The answer must consist of every record below, transcribed exactly.

····················

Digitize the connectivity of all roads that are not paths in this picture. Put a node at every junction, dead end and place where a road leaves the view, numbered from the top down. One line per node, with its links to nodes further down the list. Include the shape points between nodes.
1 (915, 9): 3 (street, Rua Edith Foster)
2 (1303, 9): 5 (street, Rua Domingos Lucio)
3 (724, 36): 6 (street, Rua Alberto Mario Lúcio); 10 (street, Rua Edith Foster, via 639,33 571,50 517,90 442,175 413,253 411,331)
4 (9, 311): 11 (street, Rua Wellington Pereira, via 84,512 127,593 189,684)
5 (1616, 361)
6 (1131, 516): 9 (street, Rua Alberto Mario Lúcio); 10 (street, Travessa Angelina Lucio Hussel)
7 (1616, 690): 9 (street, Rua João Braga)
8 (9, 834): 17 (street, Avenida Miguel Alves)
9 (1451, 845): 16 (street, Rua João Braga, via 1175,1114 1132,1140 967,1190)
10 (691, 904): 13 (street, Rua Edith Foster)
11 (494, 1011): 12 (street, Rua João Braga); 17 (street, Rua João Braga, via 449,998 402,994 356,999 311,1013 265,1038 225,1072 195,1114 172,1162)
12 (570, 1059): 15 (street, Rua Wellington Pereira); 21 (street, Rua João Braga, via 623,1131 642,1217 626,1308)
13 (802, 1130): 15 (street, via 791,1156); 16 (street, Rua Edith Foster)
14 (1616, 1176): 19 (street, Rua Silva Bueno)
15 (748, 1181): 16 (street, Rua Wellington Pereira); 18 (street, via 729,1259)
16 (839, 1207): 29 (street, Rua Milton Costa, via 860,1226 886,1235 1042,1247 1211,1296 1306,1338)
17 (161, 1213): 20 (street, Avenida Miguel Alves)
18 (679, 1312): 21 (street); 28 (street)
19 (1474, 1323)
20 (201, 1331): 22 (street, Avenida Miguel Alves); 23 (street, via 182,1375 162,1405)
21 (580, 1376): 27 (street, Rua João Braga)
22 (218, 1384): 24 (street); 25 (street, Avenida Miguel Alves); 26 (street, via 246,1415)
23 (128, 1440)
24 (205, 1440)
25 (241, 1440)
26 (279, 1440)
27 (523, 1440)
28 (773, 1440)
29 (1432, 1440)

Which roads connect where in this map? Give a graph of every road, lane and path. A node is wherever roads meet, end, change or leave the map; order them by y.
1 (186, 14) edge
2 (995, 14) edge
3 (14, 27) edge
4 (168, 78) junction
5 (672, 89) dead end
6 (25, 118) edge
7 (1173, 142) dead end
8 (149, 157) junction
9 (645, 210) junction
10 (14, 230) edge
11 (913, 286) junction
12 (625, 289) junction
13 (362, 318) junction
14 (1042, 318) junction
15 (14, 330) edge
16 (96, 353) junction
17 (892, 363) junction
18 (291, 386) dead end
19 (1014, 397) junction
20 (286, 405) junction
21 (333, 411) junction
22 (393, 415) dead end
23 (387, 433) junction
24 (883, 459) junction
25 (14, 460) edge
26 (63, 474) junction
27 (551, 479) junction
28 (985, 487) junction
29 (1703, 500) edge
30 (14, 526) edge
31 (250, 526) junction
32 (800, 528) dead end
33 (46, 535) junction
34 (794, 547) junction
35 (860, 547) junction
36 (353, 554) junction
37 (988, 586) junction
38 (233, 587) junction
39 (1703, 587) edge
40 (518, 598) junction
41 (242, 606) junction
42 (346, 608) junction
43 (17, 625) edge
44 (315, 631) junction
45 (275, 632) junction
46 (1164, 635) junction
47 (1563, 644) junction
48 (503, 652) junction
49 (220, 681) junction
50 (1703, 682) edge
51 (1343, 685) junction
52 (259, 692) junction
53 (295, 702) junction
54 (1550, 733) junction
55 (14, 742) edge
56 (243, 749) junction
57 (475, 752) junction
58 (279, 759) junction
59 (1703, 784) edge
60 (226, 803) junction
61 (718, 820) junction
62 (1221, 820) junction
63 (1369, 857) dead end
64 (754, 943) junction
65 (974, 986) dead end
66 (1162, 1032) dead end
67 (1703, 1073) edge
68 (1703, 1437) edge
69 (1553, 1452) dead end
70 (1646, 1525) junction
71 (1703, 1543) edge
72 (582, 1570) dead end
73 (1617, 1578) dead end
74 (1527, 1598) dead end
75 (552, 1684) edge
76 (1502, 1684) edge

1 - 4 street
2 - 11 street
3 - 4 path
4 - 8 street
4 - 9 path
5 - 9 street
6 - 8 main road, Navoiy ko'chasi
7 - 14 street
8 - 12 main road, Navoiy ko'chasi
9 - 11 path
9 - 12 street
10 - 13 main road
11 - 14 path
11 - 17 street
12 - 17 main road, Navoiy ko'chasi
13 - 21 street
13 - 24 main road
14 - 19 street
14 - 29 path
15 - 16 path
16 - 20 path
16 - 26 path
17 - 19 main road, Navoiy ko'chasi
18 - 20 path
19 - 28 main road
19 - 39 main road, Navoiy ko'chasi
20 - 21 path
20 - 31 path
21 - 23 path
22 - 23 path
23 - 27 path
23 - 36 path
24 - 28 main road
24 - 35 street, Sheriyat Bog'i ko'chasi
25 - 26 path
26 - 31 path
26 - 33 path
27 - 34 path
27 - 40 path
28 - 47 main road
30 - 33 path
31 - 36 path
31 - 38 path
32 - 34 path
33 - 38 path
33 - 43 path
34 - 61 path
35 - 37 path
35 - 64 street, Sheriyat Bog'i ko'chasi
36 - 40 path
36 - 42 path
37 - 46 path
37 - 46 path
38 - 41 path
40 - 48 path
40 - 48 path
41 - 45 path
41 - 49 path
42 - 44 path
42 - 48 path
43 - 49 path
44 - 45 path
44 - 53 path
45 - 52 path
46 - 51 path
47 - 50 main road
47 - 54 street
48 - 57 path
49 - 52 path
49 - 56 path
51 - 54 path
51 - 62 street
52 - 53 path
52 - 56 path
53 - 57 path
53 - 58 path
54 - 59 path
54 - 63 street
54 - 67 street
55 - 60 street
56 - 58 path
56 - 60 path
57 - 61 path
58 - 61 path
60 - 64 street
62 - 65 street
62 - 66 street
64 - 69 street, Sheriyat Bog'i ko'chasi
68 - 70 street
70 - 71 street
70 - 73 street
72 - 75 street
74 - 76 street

····················

● **Written answer**
Digitize the connectivity of all roads that are not paths in this picture. Put a node at every junction, dead end and place where a road leaves the view, numbered from the top down. One line per node, with its links to nodes further down the list. Include the shape points between nodes.
1 (915, 9): 3 (street, Rua Edith Foster)
2 (1303, 9): 5 (street, Rua Domingos Lucio)
3 (724, 36): 6 (street, Rua Alberto Mario Lúcio); 10 (street, Rua Edith Foster, via 639,33 571,50 517,90 442,175 413,253 411,331)
4 (9, 311): 11 (street, Rua Wellington Pereira, via 84,512 127,593 189,684)
5 (1616, 361)
6 (1131, 516): 9 (street, Rua Alberto Mario Lúcio); 10 (street, Travessa Angelina Lucio Hussel)
7 (1616, 690): 9 (street, Rua João Braga)
8 (9, 834): 17 (street, Avenida Miguel Alves)
9 (1451, 845): 16 (street, Rua João Braga, via 1175,1114 1132,1140 967,1190)
10 (691, 904): 13 (street, Rua Edith Foster)
11 (494, 1011): 12 (street, Rua João Braga); 17 (street, Rua João Braga, via 449,998 402,994 356,999 311,1013 265,1038 225,1072 195,1114 172,1162)
12 (570, 1059): 15 (street, Rua Wellington Pereira); 21 (street, Rua João Braga, via 623,1131 642,1217 626,1308)
13 (802, 1130): 15 (street, via 791,1156); 16 (street, Rua Edith Foster)
14 (1616, 1176): 19 (street, Rua Silva Bueno)
15 (748, 1181): 16 (street, Rua Wellington Pereira); 18 (street, via 729,1259)
16 (839, 1207): 29 (street, Rua Milton Costa, via 860,1226 886,1235 1042,1247 1211,1296 1306,1338)
17 (161, 1213): 20 (street, Avenida Miguel Alves)
18 (679, 1312): 21 (street); 28 (street)
19 (1474, 1323)
20 (201, 1331): 22 (street, Avenida Miguel Alves); 23 (street, via 182,1375 162,1405)
21 (580, 1376): 27 (street, Rua João Braga)
22 (218, 1384): 24 (street); 25 (street, Avenida Miguel Alves); 26 (street, via 246,1415)
23 (128, 1440)
24 (205, 1440)
25 (241, 1440)
26 (279, 1440)
27 (523, 1440)
28 (773, 1440)
29 (1432, 1440)

Which roads connect where in this map? Give a graph of every road, lane and path. A node is wherever roads meet, end, change or leave the map; order them by y.
1 (186, 14) edge
2 (995, 14) edge
3 (14, 27) edge
4 (168, 78) junction
5 (672, 89) dead end
6 (25, 118) edge
7 (1173, 142) dead end
8 (149, 157) junction
9 (645, 210) junction
10 (14, 230) edge
11 (913, 286) junction
12 (625, 289) junction
13 (362, 318) junction
14 (1042, 318) junction
15 (14, 330) edge
16 (96, 353) junction
17 (892, 363) junction
18 (291, 386) dead end
19 (1014, 397) junction
20 (286, 405) junction
21 (333, 411) junction
22 (393, 415) dead end
23 (387, 433) junction
24 (883, 459) junction
25 (14, 460) edge
26 (63, 474) junction
27 (551, 479) junction
28 (985, 487) junction
29 (1703, 500) edge
30 (14, 526) edge
31 (250, 526) junction
32 (800, 528) dead end
33 (46, 535) junction
34 (794, 547) junction
35 (860, 547) junction
36 (353, 554) junction
37 (988, 586) junction
38 (233, 587) junction
39 (1703, 587) edge
40 (518, 598) junction
41 (242, 606) junction
42 (346, 608) junction
43 (17, 625) edge
44 (315, 631) junction
45 (275, 632) junction
46 (1164, 635) junction
47 (1563, 644) junction
48 (503, 652) junction
49 (220, 681) junction
50 (1703, 682) edge
51 (1343, 685) junction
52 (259, 692) junction
53 (295, 702) junction
54 (1550, 733) junction
55 (14, 742) edge
56 (243, 749) junction
57 (475, 752) junction
58 (279, 759) junction
59 (1703, 784) edge
60 (226, 803) junction
61 (718, 820) junction
62 (1221, 820) junction
63 (1369, 857) dead end
64 (754, 943) junction
65 (974, 986) dead end
66 (1162, 1032) dead end
67 (1703, 1073) edge
68 (1703, 1437) edge
69 (1553, 1452) dead end
70 (1646, 1525) junction
71 (1703, 1543) edge
72 (582, 1570) dead end
73 (1617, 1578) dead end
74 (1527, 1598) dead end
75 (552, 1684) edge
76 (1502, 1684) edge

1 - 4 street
2 - 11 street
3 - 4 path
4 - 8 street
4 - 9 path
5 - 9 street
6 - 8 main road, Navoiy ko'chasi
7 - 14 street
8 - 12 main road, Navoiy ko'chasi
9 - 11 path
9 - 12 street
10 - 13 main road
11 - 14 path
11 - 17 street
12 - 17 main road, Navoiy ko'chasi
13 - 21 street
13 - 24 main road
14 - 19 street
14 - 29 path
15 - 16 path
16 - 20 path
16 - 26 path
17 - 19 main road, Navoiy ko'chasi
18 - 20 path
19 - 28 main road
19 - 39 main road, Navoiy ko'chasi
20 - 21 path
20 - 31 path
21 - 23 path
22 - 23 path
23 - 27 path
23 - 36 path
24 - 28 main road
24 - 35 street, Sheriyat Bog'i ko'chasi
25 - 26 path
26 - 31 path
26 - 33 path
27 - 34 path
27 - 40 path
28 - 47 main road
30 - 33 path
31 - 36 path
31 - 38 path
32 - 34 path
33 - 38 path
33 - 43 path
34 - 61 path
35 - 37 path
35 - 64 street, Sheriyat Bog'i ko'chasi
36 - 40 path
36 - 42 path
37 - 46 path
37 - 46 path
38 - 41 path
40 - 48 path
40 - 48 path
41 - 45 path
41 - 49 path
42 - 44 path
42 - 48 path
43 - 49 path
44 - 45 path
44 - 53 path
45 - 52 path
46 - 51 path
47 - 50 main road
47 - 54 street
48 - 57 path
49 - 52 path
49 - 56 path
51 - 54 path
51 - 62 street
52 - 53 path
52 - 56 path
53 - 57 path
53 - 58 path
54 - 59 path
54 - 63 street
54 - 67 street
55 - 60 street
56 - 58 path
56 - 60 path
57 - 61 path
58 - 61 path
60 - 64 street
62 - 65 street
62 - 66 street
64 - 69 street, Sheriyat Bog'i ko'chasi
68 - 70 street
70 - 71 street
70 - 73 street
72 - 75 street
74 - 76 street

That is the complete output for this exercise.